1.自己愛性人格障害

境界性人格障害と自己愛性人格障害を持っている方が多いので、ここでは自己愛性人格障害についての診断基準を書いてみます。 以下に米国精神医学会によるDSM-Wの診断基準を引用いたしますので、参考にして下さい。 米国精神医学会(高橋三郎、大野裕、染矢俊幸訳) 「DSM-W-TR 精神疾患の分類と診断の手引 新訂版」医学書院、2006年より以下引用。
2.自己愛性人格障害の診断基準
○自己愛性パーソナリティ障害(Narcissistic Personality Disorder)
誇大性(空想または行動における)、賞賛されたいという欲求、共感の欠如の広範な様式で、成人期早期までに始まり、種々の状況で明らかになる。
以下のうち五つ(またはそれ以上)によって示される。

(1)自己の重要性に関する誇大な感覚   
    (例:業績や才能を誇張する、十分な業績がないにもかかわらず優れていると認められることを期待する)
(2)限りない成功、権力、才気、美しさ、あるいは理想的な愛の空想にとらわれている。

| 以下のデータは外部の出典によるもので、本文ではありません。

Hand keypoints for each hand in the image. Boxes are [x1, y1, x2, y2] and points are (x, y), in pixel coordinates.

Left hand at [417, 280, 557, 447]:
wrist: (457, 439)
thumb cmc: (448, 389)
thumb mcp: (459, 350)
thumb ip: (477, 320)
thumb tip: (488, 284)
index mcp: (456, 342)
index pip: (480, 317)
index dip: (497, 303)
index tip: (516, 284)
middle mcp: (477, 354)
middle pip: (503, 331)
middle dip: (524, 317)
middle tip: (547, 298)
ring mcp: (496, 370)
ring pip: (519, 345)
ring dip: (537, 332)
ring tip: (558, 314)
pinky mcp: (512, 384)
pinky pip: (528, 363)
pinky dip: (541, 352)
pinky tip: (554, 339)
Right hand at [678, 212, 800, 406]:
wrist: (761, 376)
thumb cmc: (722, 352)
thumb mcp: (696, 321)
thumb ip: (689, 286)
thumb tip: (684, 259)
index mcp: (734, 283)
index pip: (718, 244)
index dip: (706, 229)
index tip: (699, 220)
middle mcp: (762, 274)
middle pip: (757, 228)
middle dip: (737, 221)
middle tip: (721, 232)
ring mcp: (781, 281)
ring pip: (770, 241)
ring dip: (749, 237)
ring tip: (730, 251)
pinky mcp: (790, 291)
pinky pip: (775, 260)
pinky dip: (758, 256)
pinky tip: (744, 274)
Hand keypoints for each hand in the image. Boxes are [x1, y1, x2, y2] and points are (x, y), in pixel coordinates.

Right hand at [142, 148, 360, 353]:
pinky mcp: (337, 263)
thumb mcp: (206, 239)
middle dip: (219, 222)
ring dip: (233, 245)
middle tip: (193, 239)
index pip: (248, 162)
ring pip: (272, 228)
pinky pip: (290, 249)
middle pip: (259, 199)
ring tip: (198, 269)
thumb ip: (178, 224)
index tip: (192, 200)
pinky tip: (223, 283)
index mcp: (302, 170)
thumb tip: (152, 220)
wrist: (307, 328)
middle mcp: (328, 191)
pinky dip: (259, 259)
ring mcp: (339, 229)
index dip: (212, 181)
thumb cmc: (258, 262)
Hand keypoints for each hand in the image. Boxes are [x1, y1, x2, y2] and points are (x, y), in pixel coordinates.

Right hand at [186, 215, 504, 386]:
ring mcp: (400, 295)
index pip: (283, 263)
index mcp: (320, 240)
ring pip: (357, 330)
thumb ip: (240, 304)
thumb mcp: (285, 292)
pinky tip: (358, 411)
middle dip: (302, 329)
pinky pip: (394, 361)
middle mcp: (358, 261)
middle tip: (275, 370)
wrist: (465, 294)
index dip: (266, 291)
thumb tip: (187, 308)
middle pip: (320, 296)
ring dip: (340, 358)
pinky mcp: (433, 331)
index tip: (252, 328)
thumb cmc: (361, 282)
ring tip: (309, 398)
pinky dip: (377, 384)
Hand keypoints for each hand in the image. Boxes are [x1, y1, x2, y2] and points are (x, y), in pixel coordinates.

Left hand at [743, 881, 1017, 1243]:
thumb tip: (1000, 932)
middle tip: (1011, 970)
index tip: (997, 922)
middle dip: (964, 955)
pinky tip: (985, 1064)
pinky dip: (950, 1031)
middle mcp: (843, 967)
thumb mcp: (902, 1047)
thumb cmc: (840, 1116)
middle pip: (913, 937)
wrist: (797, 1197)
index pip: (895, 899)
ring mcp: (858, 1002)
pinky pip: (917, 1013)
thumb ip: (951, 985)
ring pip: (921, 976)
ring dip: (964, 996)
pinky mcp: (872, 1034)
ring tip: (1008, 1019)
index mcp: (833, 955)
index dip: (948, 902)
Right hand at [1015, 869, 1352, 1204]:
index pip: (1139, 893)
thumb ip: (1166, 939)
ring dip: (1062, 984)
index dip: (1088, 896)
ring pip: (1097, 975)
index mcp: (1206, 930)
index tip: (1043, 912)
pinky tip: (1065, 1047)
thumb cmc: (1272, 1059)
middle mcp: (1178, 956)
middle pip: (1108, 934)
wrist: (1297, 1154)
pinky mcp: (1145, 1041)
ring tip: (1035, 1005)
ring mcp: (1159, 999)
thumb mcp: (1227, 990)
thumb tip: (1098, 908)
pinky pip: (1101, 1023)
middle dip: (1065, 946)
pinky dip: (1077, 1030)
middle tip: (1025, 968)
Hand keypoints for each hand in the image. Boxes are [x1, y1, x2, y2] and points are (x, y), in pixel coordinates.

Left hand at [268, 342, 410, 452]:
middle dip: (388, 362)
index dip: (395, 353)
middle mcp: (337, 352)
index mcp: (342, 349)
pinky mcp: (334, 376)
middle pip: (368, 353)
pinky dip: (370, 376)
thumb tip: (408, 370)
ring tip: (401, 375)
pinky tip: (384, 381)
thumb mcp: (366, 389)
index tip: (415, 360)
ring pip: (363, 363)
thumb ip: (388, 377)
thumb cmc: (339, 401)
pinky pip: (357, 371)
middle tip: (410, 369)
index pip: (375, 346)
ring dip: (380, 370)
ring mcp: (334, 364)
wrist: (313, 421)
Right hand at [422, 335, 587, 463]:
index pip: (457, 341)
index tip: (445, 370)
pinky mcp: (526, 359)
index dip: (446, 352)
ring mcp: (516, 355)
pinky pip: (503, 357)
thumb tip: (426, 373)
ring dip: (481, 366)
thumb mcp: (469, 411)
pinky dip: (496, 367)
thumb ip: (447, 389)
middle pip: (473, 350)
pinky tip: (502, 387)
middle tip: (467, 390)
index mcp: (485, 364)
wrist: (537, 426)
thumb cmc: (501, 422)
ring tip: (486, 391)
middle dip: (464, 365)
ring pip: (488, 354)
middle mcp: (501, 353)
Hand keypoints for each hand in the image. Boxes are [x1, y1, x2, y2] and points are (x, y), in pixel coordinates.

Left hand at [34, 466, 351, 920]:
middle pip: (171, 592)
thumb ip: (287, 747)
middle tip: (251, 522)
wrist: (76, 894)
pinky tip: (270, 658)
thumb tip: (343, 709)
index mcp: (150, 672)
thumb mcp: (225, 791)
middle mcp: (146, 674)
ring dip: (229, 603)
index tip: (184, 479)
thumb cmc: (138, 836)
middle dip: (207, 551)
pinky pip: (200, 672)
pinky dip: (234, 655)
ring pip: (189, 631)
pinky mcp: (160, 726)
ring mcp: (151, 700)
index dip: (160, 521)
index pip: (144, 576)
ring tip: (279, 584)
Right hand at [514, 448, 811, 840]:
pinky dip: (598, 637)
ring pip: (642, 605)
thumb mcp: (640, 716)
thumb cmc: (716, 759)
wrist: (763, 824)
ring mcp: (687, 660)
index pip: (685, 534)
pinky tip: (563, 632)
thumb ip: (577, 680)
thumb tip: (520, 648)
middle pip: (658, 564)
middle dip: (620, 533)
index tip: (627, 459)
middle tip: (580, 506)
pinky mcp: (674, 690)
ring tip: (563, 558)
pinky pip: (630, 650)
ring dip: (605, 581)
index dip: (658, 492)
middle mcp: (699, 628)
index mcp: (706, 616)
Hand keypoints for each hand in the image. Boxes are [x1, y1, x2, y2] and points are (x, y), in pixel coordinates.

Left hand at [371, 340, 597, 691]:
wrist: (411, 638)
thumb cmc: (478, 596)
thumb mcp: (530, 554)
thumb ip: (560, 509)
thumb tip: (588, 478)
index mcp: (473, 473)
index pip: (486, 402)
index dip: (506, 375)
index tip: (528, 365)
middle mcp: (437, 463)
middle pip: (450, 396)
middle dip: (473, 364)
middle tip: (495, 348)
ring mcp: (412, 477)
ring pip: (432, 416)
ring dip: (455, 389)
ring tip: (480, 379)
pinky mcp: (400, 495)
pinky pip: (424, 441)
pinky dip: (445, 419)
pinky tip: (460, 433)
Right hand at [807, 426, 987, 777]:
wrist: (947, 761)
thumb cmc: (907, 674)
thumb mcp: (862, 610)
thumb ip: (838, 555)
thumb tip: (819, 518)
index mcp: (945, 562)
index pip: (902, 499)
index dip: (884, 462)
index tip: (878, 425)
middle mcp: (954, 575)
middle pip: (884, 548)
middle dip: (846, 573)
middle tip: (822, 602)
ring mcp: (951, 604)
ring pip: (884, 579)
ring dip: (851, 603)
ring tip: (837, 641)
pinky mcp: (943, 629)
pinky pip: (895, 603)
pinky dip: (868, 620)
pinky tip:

(3)自分が”特別”であり、独特であり、他の特別なまたは地位の高い人達に(または団体で)しか理解されない、 または関係があるべきだ、と信じている。

(4)過剰な賞賛を求める。

(5)特権意識、つまり、特別有利な取り計らい、または自分の期待に自動的に従うことを理由無く期待する。

(6)対人関係で相手を不当に利用する、つまり、自分自身の目的を達成するために他人を利用する。

(7)共感の欠如:他人の気持ちおよび欲求を認識しようとしない、またはそれに気づこうとしない。

(8)しばしば他人に嫉妬する、または他人が自分に嫉妬していると思い込む。

(9)尊大で傲慢な行動、または態度。